Data —

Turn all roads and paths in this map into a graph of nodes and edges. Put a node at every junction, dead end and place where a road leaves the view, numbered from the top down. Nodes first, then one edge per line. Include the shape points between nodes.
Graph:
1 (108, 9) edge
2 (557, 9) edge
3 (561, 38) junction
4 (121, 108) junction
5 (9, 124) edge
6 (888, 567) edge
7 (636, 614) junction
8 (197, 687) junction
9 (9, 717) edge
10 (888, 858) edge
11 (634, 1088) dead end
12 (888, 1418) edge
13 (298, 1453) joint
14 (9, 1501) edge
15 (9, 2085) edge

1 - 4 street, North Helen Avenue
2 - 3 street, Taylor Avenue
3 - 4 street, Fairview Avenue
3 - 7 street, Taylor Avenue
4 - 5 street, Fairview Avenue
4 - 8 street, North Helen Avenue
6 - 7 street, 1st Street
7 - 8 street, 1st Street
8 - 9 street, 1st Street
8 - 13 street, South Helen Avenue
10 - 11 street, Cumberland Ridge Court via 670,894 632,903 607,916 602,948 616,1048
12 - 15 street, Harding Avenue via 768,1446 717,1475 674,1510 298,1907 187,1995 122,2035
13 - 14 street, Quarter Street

...

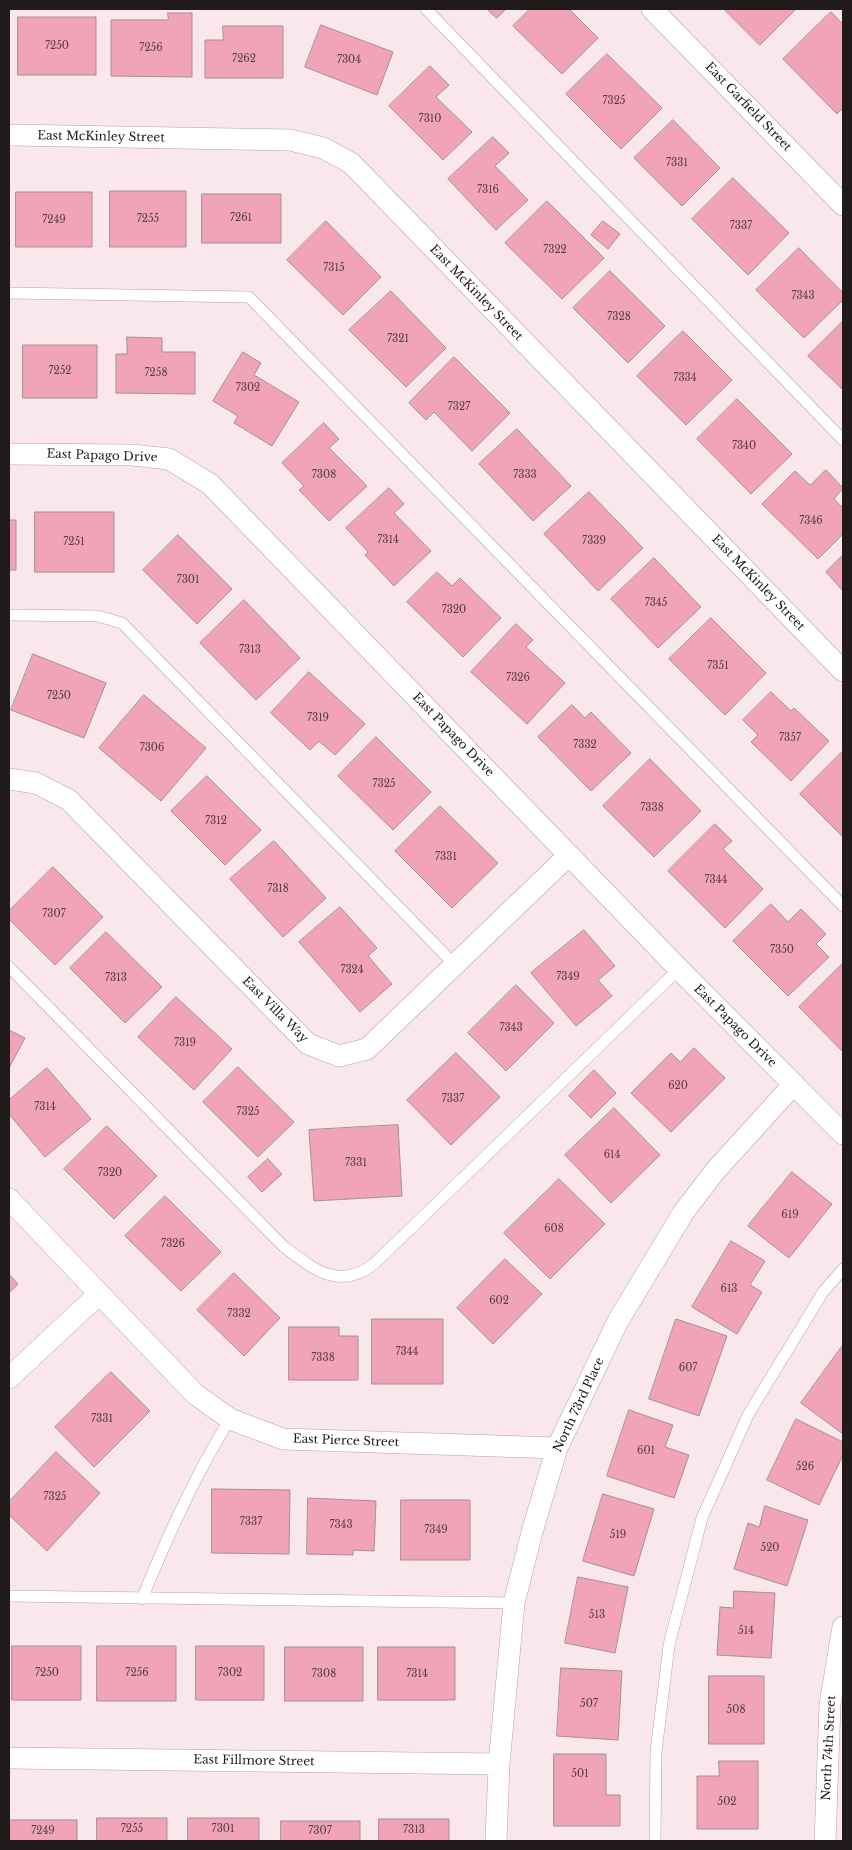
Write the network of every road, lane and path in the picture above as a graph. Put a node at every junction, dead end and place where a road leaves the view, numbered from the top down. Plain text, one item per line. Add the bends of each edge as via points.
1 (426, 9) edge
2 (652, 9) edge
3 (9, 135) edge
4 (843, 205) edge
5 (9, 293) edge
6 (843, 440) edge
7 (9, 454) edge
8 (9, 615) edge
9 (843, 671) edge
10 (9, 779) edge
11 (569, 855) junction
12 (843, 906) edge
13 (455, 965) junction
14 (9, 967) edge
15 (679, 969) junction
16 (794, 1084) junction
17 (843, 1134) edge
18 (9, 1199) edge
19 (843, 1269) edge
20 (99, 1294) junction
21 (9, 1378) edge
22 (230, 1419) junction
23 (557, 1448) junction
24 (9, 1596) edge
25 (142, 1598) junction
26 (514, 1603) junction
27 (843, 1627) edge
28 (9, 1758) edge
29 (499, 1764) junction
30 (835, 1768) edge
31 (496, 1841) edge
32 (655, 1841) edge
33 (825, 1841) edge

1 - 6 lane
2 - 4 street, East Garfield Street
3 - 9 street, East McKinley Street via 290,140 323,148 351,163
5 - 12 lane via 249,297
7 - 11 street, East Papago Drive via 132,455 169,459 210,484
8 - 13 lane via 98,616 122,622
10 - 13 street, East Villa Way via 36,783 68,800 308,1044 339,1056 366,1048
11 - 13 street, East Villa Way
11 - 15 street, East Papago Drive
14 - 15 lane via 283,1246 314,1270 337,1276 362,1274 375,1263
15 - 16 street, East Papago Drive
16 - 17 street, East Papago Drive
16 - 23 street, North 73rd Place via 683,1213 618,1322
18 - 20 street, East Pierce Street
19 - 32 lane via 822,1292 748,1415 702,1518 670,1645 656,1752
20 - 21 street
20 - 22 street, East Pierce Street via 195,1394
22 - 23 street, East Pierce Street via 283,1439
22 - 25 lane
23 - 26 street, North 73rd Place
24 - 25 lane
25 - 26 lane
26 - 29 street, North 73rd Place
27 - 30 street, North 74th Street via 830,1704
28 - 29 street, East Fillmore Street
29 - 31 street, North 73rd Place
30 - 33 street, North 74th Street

==

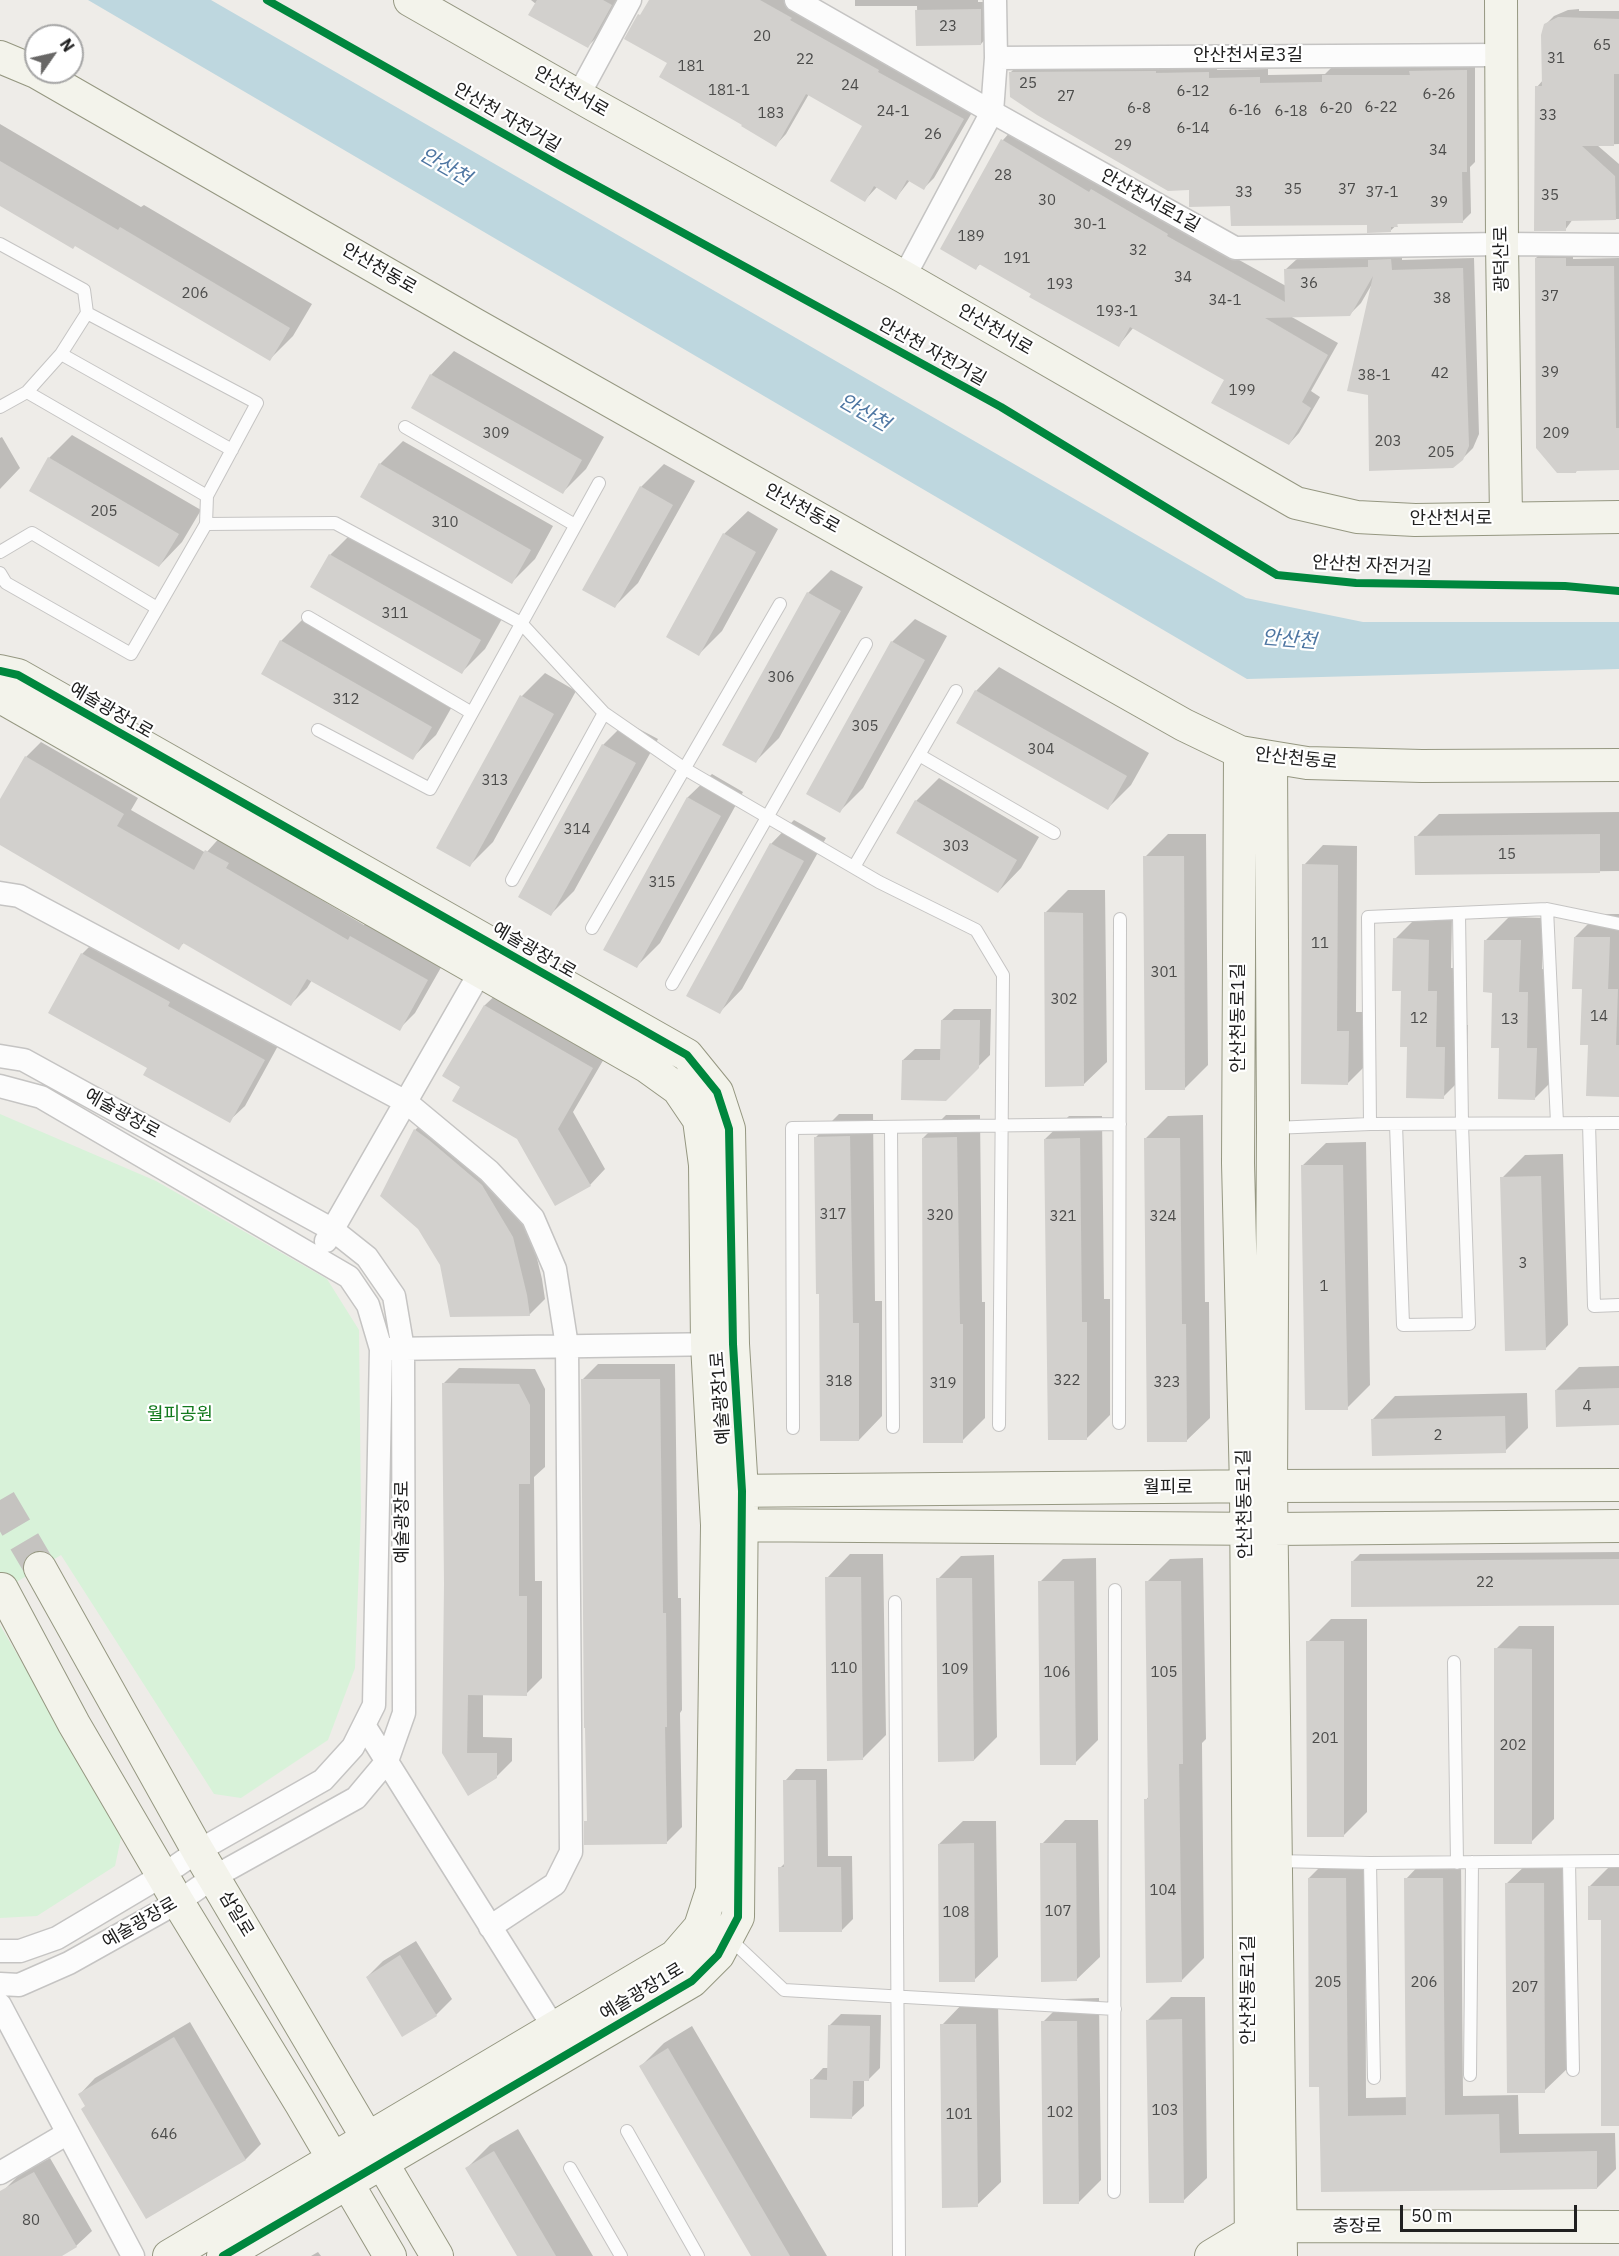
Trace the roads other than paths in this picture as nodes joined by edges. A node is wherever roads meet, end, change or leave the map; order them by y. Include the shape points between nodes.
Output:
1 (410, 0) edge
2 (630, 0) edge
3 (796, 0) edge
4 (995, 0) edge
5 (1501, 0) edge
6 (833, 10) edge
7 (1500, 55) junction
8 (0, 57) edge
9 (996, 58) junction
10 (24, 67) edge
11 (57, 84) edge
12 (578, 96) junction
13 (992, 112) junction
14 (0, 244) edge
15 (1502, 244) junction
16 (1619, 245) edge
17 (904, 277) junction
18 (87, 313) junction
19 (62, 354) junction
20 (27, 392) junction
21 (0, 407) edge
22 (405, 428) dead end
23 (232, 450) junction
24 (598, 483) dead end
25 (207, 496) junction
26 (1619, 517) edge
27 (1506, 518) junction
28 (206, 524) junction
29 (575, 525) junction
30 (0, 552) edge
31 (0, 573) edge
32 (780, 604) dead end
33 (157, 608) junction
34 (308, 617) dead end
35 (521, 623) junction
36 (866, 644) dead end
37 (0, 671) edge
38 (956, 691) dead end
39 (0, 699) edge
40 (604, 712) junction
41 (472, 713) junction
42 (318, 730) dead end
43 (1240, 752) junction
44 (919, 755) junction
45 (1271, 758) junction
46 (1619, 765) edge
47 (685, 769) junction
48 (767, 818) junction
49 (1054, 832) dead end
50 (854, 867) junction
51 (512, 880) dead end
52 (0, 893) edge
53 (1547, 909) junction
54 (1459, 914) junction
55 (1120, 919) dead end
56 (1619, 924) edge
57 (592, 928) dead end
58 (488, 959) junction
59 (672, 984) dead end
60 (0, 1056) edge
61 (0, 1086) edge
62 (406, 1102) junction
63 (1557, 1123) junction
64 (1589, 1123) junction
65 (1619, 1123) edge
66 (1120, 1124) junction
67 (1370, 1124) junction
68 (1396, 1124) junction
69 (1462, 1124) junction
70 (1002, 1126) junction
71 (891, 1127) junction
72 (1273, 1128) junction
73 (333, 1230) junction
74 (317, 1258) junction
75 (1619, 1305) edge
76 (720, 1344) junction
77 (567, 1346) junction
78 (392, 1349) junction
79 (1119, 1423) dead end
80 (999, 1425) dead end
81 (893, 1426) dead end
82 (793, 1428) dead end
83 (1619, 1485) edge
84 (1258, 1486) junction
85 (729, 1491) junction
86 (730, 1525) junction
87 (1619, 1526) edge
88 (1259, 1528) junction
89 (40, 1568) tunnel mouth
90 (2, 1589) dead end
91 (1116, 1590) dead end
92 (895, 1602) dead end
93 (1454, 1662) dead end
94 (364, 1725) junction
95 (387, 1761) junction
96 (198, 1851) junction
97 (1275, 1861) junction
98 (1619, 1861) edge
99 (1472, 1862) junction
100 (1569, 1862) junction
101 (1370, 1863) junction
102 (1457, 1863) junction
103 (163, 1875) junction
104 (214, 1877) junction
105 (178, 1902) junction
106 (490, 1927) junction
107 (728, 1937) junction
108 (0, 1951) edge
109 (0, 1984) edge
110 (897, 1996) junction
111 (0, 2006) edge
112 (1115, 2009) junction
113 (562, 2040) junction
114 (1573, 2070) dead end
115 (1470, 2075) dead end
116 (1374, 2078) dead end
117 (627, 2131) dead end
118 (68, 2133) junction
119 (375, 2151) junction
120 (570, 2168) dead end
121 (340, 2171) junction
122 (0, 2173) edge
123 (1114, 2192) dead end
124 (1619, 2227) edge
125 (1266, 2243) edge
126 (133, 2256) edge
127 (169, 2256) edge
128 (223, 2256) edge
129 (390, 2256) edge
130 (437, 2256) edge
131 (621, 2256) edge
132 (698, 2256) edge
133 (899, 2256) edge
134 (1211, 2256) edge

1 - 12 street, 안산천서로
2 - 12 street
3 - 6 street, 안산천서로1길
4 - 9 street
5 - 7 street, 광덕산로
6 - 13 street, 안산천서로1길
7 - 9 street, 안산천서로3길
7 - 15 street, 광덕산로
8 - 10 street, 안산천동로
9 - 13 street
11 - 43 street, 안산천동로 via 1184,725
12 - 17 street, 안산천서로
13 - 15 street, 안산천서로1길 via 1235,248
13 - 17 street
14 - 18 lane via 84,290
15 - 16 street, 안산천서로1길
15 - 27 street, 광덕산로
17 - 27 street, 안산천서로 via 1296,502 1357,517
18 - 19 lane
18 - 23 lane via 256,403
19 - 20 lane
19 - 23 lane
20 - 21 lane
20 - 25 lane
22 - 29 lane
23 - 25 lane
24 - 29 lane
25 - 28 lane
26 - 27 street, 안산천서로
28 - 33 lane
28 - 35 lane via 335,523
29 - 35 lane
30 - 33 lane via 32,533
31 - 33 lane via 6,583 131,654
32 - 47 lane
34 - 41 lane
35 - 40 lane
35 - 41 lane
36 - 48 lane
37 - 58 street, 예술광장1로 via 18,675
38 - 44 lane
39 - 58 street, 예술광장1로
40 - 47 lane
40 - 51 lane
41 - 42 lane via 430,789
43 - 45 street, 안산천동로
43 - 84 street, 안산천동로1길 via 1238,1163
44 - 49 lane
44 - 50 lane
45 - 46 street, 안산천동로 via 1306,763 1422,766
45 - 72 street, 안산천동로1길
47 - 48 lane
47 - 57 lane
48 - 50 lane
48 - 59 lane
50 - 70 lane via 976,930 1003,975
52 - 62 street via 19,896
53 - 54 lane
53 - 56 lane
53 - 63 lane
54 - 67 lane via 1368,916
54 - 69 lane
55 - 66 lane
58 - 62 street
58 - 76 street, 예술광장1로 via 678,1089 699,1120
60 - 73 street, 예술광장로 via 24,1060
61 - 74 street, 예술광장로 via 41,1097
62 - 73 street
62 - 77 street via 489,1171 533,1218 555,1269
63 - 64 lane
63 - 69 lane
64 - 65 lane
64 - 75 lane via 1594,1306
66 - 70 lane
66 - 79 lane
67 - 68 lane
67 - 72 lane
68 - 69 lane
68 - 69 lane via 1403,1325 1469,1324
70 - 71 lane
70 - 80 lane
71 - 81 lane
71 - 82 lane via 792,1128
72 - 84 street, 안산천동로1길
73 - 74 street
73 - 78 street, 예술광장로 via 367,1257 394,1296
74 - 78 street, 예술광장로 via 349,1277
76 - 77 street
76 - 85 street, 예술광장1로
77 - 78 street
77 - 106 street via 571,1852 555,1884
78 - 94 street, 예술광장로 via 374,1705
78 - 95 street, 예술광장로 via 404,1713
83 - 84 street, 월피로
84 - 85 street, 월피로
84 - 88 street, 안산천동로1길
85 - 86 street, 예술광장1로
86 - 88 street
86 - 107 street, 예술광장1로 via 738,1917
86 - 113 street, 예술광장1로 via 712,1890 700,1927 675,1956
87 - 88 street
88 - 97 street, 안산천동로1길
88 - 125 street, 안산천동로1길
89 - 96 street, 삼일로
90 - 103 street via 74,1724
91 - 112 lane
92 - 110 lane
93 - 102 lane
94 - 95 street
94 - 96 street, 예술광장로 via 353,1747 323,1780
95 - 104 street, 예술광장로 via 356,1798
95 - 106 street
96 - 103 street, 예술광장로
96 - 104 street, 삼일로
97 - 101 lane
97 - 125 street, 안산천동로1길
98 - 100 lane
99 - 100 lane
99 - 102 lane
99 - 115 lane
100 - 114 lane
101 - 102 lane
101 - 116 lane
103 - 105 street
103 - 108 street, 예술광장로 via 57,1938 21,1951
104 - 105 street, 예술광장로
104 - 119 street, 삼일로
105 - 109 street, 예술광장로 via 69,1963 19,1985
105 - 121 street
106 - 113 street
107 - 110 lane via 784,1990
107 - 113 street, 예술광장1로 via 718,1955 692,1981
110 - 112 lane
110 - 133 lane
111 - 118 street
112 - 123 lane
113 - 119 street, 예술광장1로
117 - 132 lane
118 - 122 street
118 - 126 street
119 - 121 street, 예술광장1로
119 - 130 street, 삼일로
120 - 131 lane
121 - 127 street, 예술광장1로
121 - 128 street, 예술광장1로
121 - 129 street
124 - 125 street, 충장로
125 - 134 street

What is needed — Copy every line of the data where "paths" is found.

Exercise output —
Turn all roads and paths in this map into a graph of nodes and edges. Put a node at every junction, dead end and place where a road leaves the view, numbered from the top down. Nodes first, then one edge per line. Include the shape points between nodes.
Trace the roads other than paths in this picture as nodes joined by edges. A node is wherever roads meet, end, change or leave the map; order them by y. Include the shape points between nodes.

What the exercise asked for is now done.